You are viewing a plain text version of this content. The canonical link for it is here.
Posted to common-user@hadoop.apache.org by Geoffry Roberts <ge...@gmail.com> on 2011/04/21 19:33:08 UTC

Seeking Advice on Upgrading a Cluster

All,

 I am a developer, not a super networking guy or hardware guy, and new to
Hadoop.

I'm working a research project. Funds are limited.  I have a compute problem
where I need to get the performance up on the processing of large text files
and no doubt Hadoop can help if I do things well.

I am cobbling my cluster together, to the greatest extent possible, out of
spare parts.  I can spend some money, but must do so with deliberation and
prudence.

I have at my disposal twelve, one time desk top computers:

   - Pentium 4 3.80GHz
   - 2-4G of memory
   - 1 Gigabit NIC
   - 1 Disk, Serial ATA/150 7,200 RPM

I have installed:

   - Ubuntu 10.10 /64 server
   - JDK /64
   - Hadoop 0.21.0

Processing is still slow.  I am tuning Hadoop, but I'm guessing I should
also upgrade my hardware.

What will give me the most bang for my buck?

   - Should I bring all machines up to 8G of memory? or is 4G good enough?
   (8 is the max.)
   - Should I double up the NICs and use LACP?
   - Should I double up the disks and attempt to flow my I/O from one disk
   to the another on the theory that this will minimizing contention?
   - Should I get another switch?  (I have a 10/100, 24 port Dlink and it's
   about 5 years old.)

Thanks in advance
-- 
Geoffry Roberts

Re: Seeking Advice on Upgrading a Cluster

Posted by Steve Loughran <st...@apache.org>.
On 21/04/11 18:33, Geoffry Roberts wrote:

> What will give me the most bang for my buck?
>
>     - Should I bring all machines up to 8G of memory? or is 4G good enough?
>     (8 is the max.)

depends on whether your code is running out of memory

>     - Should I double up the NICs and use LACP?

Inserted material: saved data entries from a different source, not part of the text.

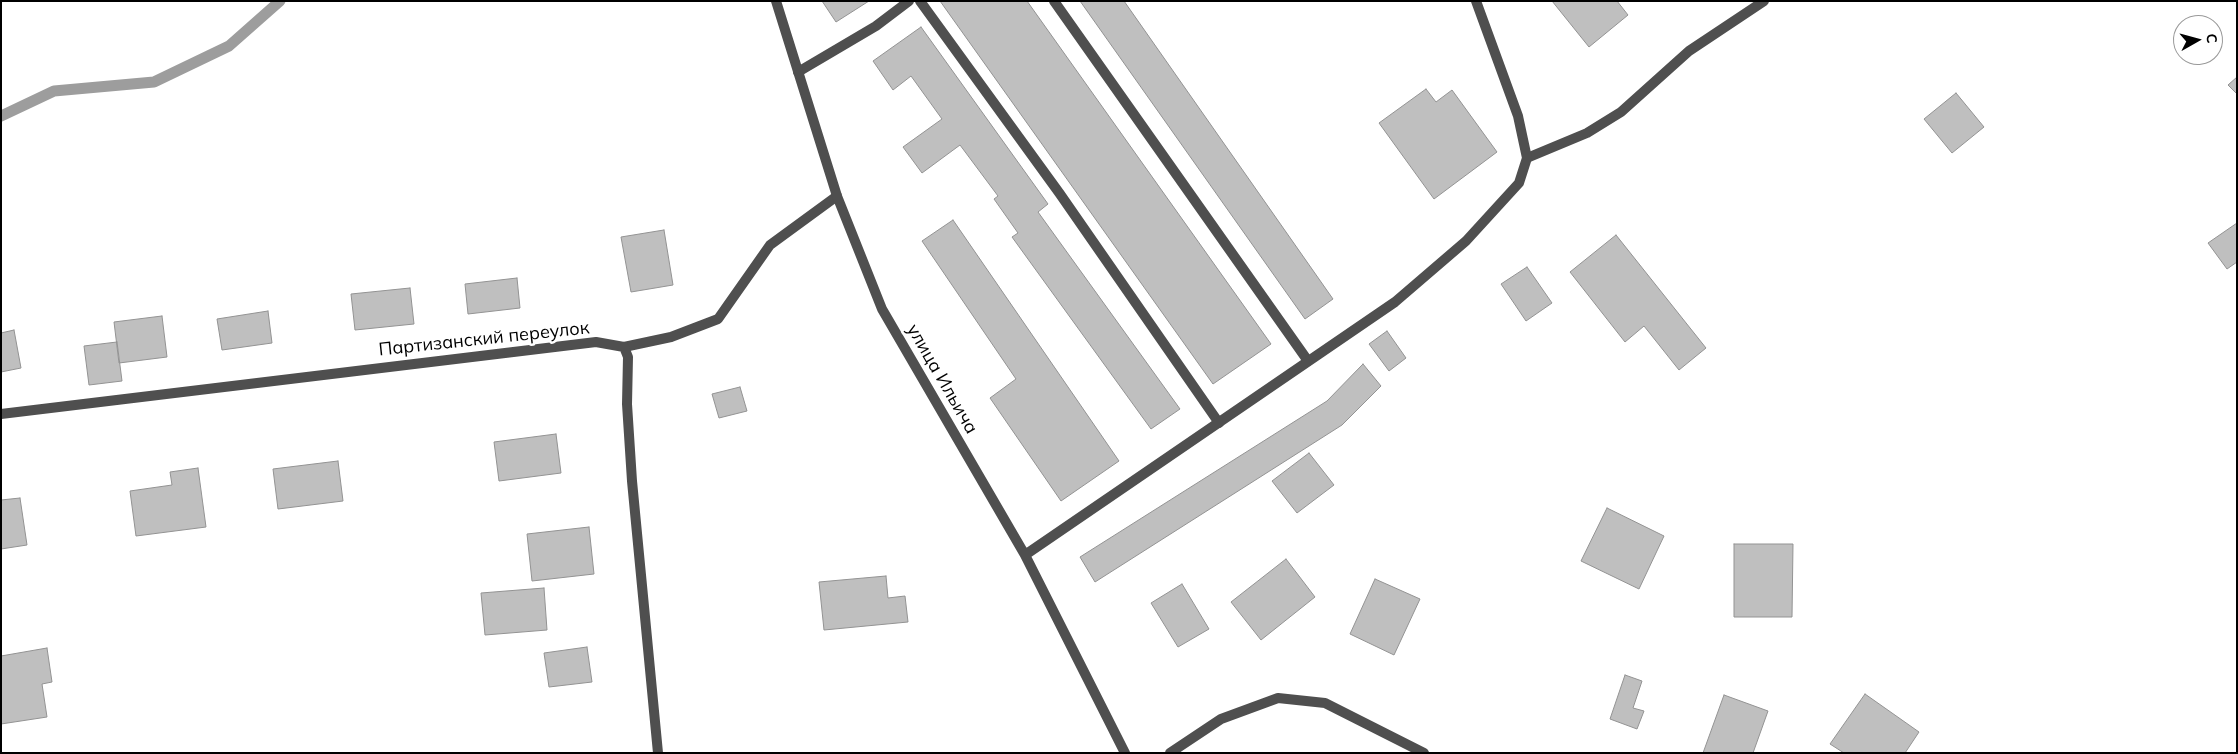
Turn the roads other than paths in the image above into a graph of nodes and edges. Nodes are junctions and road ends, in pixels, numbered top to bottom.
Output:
1 (776, 1) edge
2 (910, 1) edge
3 (920, 1) edge
4 (1054, 1) edge
5 (1476, 1) edge
6 (1764, 1) edge
7 (798, 72) junction
8 (1527, 158) junction
9 (836, 196) junction
10 (624, 347) junction
11 (1308, 361) junction
12 (1, 414) edge
13 (1219, 422) junction
14 (1025, 555) junction
15 (658, 753) edge
16 (1126, 753) edge
17 (1170, 753) edge
18 (1424, 753) edge

1 - 7 street, улица Ильича
2 - 7 street
3 - 13 street
4 - 11 street
5 - 8 street
6 - 8 street
7 - 9 street, улица Ильича
8 - 11 street
9 - 10 street
9 - 14 street, улица Ильича
10 - 12 street, Партизанский переулок
10 - 15 street
11 - 13 street
13 - 14 street
14 - 16 street, улица Ильича
17 - 18 street

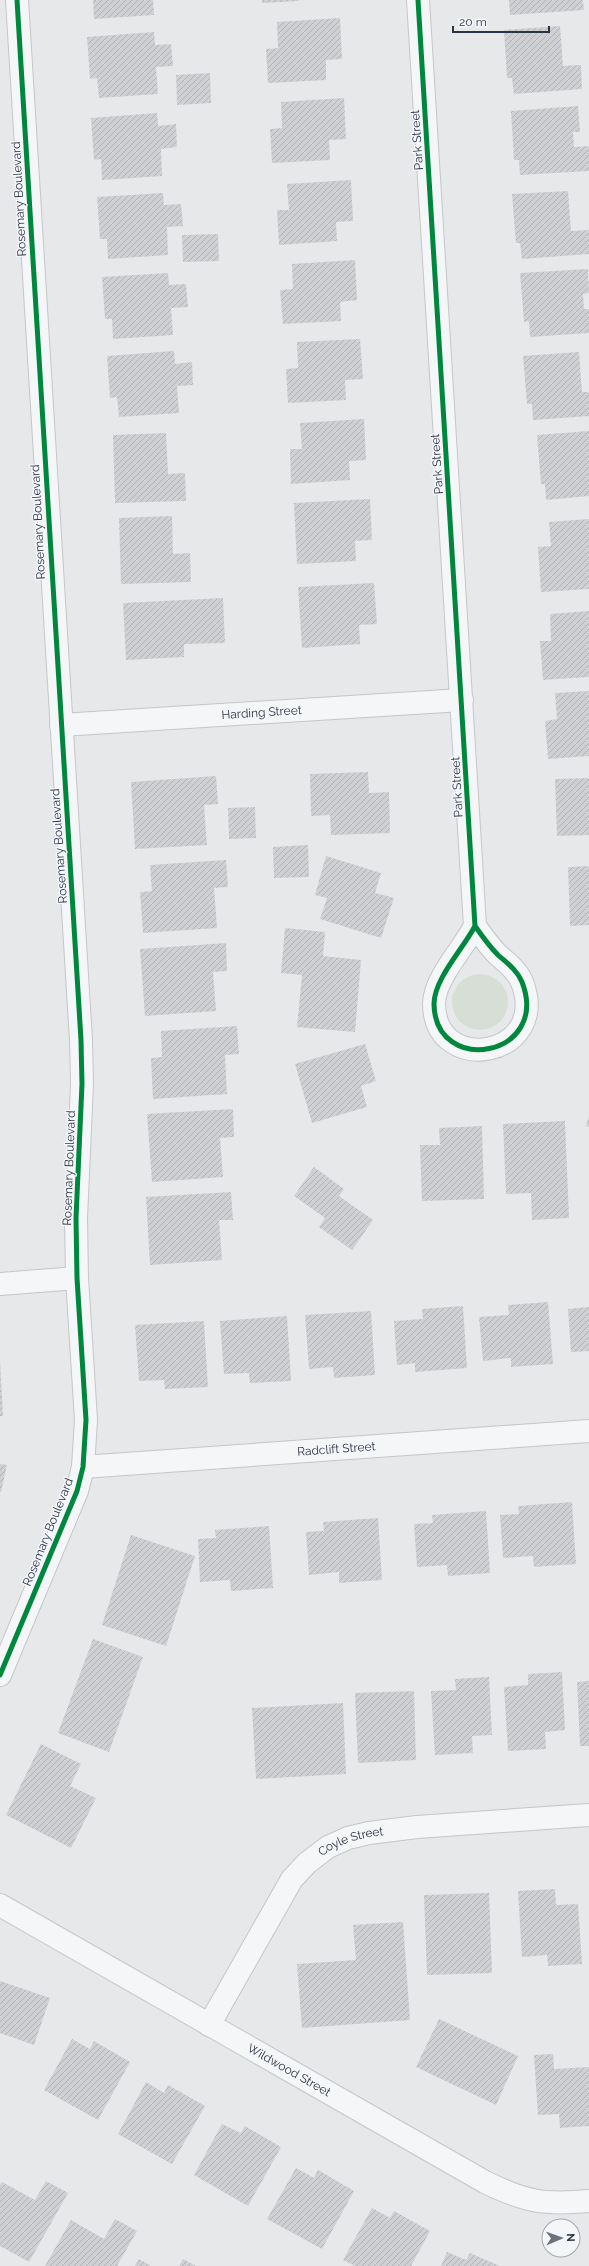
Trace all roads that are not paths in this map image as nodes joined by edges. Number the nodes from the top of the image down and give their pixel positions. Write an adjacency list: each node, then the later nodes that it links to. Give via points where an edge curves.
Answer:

I would only recommend this for increasing availability at the expense 
of time spent getting it all to work.


>     - Should I double up the disks and attempt to flow my I/O from one disk
>     to the another on the theory that this will minimizing contention?

if your app is bandwidth bound (iotop should tell you this) then yes, 
this will help.

>     - Should I get another switch?  (I have a 10/100, 24 port Dlink and it's
>     about 5 years old.)

a gigabit switch is low cost now, I'd do that as one of my actions

Why not do some experiments by going to a smaller cluster and doubling 
the RAM and HDD from that cluster with those from your existing 
machines, and see which benefits your code the most?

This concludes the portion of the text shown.